Mr. Aspin’s report on the Bottom-Up Review projected the military force structure for 1999 in considerable detail. The Air Force, for example, is allotted thirteen active fighter wings, seven reserve fighter wings, and “up to” 184 bombers. The report did not specify the number of airlifters–a curious lapse since airlift, more than anything else, constrains deployment to the kind of regional crises around which the Bottom-Up Review is built. Even more curious, cynics noted, were all the trial balloons for radical reduction in airlift procurement that floated around the Pentagon as a separate issue the same week the Bottom-Up Review was published.
In addition to the $13 billion cleanup review and whatever is happening with airlift, Mr. Aspin announced on October 29 yet another Bottom-Up Review, this one dealing with nuclear forces. He waved off questions about force numbers and budget consequences. “Numbers should derive from the policy,” he said. “You don’t start with the numbers. You start with the policy and then derive the numbers.”
That is a familiar-sounding philosophy and one we’ve heard before from Mr. Aspin. He would do well to listen to it more closely himself. Defense planning should begin with requirements and strategy. That should determine the program numbers–including the budget numbers–instead of it working the other way around.

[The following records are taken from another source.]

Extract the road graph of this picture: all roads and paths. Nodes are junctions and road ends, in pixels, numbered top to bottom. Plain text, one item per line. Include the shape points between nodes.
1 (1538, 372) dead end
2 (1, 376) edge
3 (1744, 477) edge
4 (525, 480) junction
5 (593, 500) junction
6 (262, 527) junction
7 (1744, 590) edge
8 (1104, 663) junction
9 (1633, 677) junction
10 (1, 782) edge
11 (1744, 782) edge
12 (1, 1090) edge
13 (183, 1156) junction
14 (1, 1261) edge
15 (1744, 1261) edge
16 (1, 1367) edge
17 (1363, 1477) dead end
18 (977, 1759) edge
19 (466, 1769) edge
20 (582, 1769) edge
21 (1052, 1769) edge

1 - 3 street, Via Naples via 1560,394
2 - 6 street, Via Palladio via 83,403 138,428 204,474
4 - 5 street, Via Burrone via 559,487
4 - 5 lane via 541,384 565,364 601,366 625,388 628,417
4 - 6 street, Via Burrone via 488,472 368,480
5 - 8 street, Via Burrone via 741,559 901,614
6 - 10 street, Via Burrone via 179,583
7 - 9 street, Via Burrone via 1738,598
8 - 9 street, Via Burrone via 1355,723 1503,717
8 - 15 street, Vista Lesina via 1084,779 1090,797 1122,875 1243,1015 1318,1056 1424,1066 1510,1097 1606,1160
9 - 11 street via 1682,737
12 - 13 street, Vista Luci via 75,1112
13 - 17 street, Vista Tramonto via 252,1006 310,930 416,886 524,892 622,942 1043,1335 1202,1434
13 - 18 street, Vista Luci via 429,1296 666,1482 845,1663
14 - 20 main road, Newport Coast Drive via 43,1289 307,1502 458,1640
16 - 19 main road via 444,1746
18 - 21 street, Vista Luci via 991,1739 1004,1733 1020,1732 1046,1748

Sad to say, the process has been running backward. The blind budget projection made last March is driving the defense program. A perception is spreading that, no matter what Mr. Aspin claims, military requirements do not matter much. Only the money matters. Pressures are building already for more and deeper defense cuts.
We should brace ourselves, probably, for a continuing series of these Bottom-Up Reviews. It would be more descriptive to call them “Bottom-Down” reviews. The objective, it seems, has less to do with a review of requirements than it does with redefining the bottom in a more budgetarily pleasing way.